> _AIM OF THE EXERCISE_
Which lines in the entries below contain the string "text"? Show each of them in full.

> _EXCERPTED RECORDS_
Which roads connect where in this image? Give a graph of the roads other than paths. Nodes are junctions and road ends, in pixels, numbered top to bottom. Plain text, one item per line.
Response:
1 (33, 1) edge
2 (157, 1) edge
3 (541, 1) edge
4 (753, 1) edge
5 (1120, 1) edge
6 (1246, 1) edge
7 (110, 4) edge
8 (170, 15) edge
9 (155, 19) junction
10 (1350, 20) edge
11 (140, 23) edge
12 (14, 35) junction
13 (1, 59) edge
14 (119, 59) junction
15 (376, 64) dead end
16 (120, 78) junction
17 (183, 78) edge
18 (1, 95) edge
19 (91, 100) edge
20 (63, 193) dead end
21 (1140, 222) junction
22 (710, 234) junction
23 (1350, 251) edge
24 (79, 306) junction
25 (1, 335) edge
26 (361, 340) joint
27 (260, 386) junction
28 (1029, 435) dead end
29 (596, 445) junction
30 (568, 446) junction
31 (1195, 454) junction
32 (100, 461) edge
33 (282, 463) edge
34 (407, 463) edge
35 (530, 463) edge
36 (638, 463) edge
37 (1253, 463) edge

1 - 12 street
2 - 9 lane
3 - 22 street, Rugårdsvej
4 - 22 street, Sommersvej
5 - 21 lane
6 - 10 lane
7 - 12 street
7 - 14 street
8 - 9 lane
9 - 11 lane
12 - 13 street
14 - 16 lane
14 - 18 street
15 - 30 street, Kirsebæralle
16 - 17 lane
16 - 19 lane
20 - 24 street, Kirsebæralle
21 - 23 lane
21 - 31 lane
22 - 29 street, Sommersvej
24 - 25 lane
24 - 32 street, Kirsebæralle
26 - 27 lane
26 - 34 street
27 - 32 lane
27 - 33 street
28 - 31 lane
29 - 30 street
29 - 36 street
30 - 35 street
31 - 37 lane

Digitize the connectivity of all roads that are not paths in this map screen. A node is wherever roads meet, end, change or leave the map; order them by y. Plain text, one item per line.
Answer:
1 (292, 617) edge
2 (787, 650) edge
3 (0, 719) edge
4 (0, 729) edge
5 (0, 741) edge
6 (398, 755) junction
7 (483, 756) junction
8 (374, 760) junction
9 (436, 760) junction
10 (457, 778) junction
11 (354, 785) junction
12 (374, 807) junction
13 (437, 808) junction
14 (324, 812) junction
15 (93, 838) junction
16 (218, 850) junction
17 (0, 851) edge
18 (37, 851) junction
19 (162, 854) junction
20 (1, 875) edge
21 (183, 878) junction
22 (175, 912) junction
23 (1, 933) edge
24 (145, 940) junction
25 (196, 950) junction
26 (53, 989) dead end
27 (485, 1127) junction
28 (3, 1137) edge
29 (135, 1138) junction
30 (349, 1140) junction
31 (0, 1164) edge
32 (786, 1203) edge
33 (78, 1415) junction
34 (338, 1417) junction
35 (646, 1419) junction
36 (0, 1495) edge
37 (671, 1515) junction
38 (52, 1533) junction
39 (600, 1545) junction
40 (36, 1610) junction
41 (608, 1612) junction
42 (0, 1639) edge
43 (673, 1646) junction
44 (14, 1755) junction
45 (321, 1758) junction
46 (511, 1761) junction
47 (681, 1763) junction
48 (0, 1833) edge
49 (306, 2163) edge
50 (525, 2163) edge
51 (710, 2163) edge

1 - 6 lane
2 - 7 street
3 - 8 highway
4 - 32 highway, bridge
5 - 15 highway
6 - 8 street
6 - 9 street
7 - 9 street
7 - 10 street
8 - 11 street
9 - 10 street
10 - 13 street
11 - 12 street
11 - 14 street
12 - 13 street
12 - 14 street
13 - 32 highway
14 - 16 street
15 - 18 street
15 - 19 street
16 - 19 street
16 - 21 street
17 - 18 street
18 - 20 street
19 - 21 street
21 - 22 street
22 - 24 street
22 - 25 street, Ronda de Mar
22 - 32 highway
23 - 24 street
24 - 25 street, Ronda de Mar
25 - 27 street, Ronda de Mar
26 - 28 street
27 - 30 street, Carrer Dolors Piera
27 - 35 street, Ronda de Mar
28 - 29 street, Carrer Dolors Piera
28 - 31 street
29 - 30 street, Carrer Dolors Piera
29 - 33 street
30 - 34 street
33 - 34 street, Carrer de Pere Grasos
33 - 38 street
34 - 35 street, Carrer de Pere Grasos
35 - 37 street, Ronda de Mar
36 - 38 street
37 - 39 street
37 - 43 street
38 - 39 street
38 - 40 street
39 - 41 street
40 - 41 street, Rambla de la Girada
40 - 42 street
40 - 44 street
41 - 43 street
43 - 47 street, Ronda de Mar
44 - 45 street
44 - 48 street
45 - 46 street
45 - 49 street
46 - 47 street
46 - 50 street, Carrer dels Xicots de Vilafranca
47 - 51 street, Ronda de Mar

> _ANSWER TO THE EXERCISE_
Which roads connect where in this image? Give a graph of the roads other than paths. Nodes are junctions and road ends, in pixels, numbered top to bottom. Plain text, one item per line.
Digitize the connectivity of all roads that are not paths in this map screen. A node is wherever roads meet, end, change or leave the map; order them by y. Plain text, one item per line.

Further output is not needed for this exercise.